■ BRIEF ■
What follows is a listing. Write it all out exactly.

■ DATA IN THIS EXERCISE ■
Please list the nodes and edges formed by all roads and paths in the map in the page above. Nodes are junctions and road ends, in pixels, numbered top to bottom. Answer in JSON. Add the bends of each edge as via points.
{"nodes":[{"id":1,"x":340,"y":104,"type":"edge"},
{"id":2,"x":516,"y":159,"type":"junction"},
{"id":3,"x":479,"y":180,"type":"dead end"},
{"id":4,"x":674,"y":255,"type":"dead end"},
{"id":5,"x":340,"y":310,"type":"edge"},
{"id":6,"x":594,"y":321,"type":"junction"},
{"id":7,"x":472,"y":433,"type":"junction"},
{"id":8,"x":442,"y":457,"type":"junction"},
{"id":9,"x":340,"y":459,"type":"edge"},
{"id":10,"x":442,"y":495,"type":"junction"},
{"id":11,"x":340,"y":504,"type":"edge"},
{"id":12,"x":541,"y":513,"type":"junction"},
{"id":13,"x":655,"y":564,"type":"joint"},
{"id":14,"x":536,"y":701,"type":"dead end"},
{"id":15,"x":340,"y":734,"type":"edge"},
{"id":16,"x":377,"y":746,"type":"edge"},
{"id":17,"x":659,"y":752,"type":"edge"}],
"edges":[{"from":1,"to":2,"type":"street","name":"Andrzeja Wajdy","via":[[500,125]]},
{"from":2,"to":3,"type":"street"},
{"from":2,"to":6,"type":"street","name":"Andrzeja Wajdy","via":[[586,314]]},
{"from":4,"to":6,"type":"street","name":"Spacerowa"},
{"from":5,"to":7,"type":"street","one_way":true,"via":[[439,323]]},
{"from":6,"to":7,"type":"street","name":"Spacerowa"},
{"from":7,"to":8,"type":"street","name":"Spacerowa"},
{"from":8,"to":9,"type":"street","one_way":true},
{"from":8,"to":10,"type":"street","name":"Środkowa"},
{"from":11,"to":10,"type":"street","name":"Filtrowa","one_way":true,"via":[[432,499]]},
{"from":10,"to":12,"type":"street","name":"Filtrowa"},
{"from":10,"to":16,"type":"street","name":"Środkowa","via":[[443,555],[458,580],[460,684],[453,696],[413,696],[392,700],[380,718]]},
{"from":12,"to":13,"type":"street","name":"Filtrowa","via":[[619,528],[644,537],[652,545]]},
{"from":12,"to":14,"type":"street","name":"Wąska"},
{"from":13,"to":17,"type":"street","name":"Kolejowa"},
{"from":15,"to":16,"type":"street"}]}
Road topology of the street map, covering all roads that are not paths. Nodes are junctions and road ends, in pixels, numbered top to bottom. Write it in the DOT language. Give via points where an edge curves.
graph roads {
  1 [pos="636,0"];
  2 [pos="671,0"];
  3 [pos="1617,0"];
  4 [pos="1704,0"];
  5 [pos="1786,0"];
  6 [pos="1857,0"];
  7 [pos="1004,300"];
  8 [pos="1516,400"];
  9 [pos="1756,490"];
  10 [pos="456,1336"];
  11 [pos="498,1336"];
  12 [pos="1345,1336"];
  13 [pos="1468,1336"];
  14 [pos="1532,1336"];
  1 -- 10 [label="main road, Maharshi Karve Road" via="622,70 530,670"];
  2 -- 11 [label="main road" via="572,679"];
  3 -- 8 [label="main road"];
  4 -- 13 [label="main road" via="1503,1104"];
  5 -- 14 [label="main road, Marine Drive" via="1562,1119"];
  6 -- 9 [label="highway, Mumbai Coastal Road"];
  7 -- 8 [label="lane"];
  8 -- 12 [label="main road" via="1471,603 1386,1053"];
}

■ FINISHED TASK ■
Please list the nodes and edges formed by all roads and paths in the map in the page above. Nodes are junctions and road ends, in pixels, numbered top to bottom. Answer in JSON. Add the bends of each edge as via points.
{"nodes":[{"id":1,"x":340,"y":104,"type":"edge"},
{"id":2,"x":516,"y":159,"type":"junction"},
{"id":3,"x":479,"y":180,"type":"dead end"},
{"id":4,"x":674,"y":255,"type":"dead end"},
{"id":5,"x":340,"y":310,"type":"edge"},
{"id":6,"x":594,"y":321,"type":"junction"},
{"id":7,"x":472,"y":433,"type":"junction"},
{"id":8,"x":442,"y":457,"type":"junction"},
{"id":9,"x":340,"y":459,"type":"edge"},
{"id":10,"x":442,"y":495,"type":"junction"},
{"id":11,"x":340,"y":504,"type":"edge"},
{"id":12,"x":541,"y":513,"type":"junction"},
{"id":13,"x":655,"y":564,"type":"joint"},
{"id":14,"x":536,"y":701,"type":"dead end"},
{"id":15,"x":340,"y":734,"type":"edge"},
{"id":16,"x":377,"y":746,"type":"edge"},
{"id":17,"x":659,"y":752,"type":"edge"}],
"edges":[{"from":1,"to":2,"type":"street","name":"Andrzeja Wajdy","via":[[500,125]]},
{"from":2,"to":3,"type":"street"},
{"from":2,"to":6,"type":"street","name":"Andrzeja Wajdy","via":[[586,314]]},
{"from":4,"to":6,"type":"street","name":"Spacerowa"},
{"from":5,"to":7,"type":"street","one_way":true,"via":[[439,323]]},
{"from":6,"to":7,"type":"street","name":"Spacerowa"},
{"from":7,"to":8,"type":"street","name":"Spacerowa"},
{"from":8,"to":9,"type":"street","one_way":true},
{"from":8,"to":10,"type":"street","name":"Środkowa"},
{"from":11,"to":10,"type":"street","name":"Filtrowa","one_way":true,"via":[[432,499]]},
{"from":10,"to":12,"type":"street","name":"Filtrowa"},
{"from":10,"to":16,"type":"street","name":"Środkowa","via":[[443,555],[458,580],[460,684],[453,696],[413,696],[392,700],[380,718]]},
{"from":12,"to":13,"type":"street","name":"Filtrowa","via":[[619,528],[644,537],[652,545]]},
{"from":12,"to":14,"type":"street","name":"Wąska"},
{"from":13,"to":17,"type":"street","name":"Kolejowa"},
{"from":15,"to":16,"type":"street"}]}
Road topology of the street map, covering all roads that are not paths. Nodes are junctions and road ends, in pixels, numbered top to bottom. Write it in the DOT language. Give via points where an edge curves.
graph roads {
  1 [pos="636,0"];
  2 [pos="671,0"];
  3 [pos="1617,0"];
  4 [pos="1704,0"];
  5 [pos="1786,0"];
  6 [pos="1857,0"];
  7 [pos="1004,300"];
  8 [pos="1516,400"];
  9 [pos="1756,490"];
  10 [pos="456,1336"];
  11 [pos="498,1336"];
  12 [pos="1345,1336"];
  13 [pos="1468,1336"];
  14 [pos="1532,1336"];
  1 -- 10 [label="main road, Maharshi Karve Road" via="622,70 530,670"];
  2 -- 11 [label="main road" via="572,679"];
  3 -- 8 [label="main road"];
  4 -- 13 [label="main road" via="1503,1104"];
  5 -- 14 [label="main road, Marine Drive" via="1562,1119"];
  6 -- 9 [label="highway, Mumbai Coastal Road"];
  7 -- 8 [label="lane"];
  8 -- 12 [label="main road" via="1471,603 1386,1053"];
}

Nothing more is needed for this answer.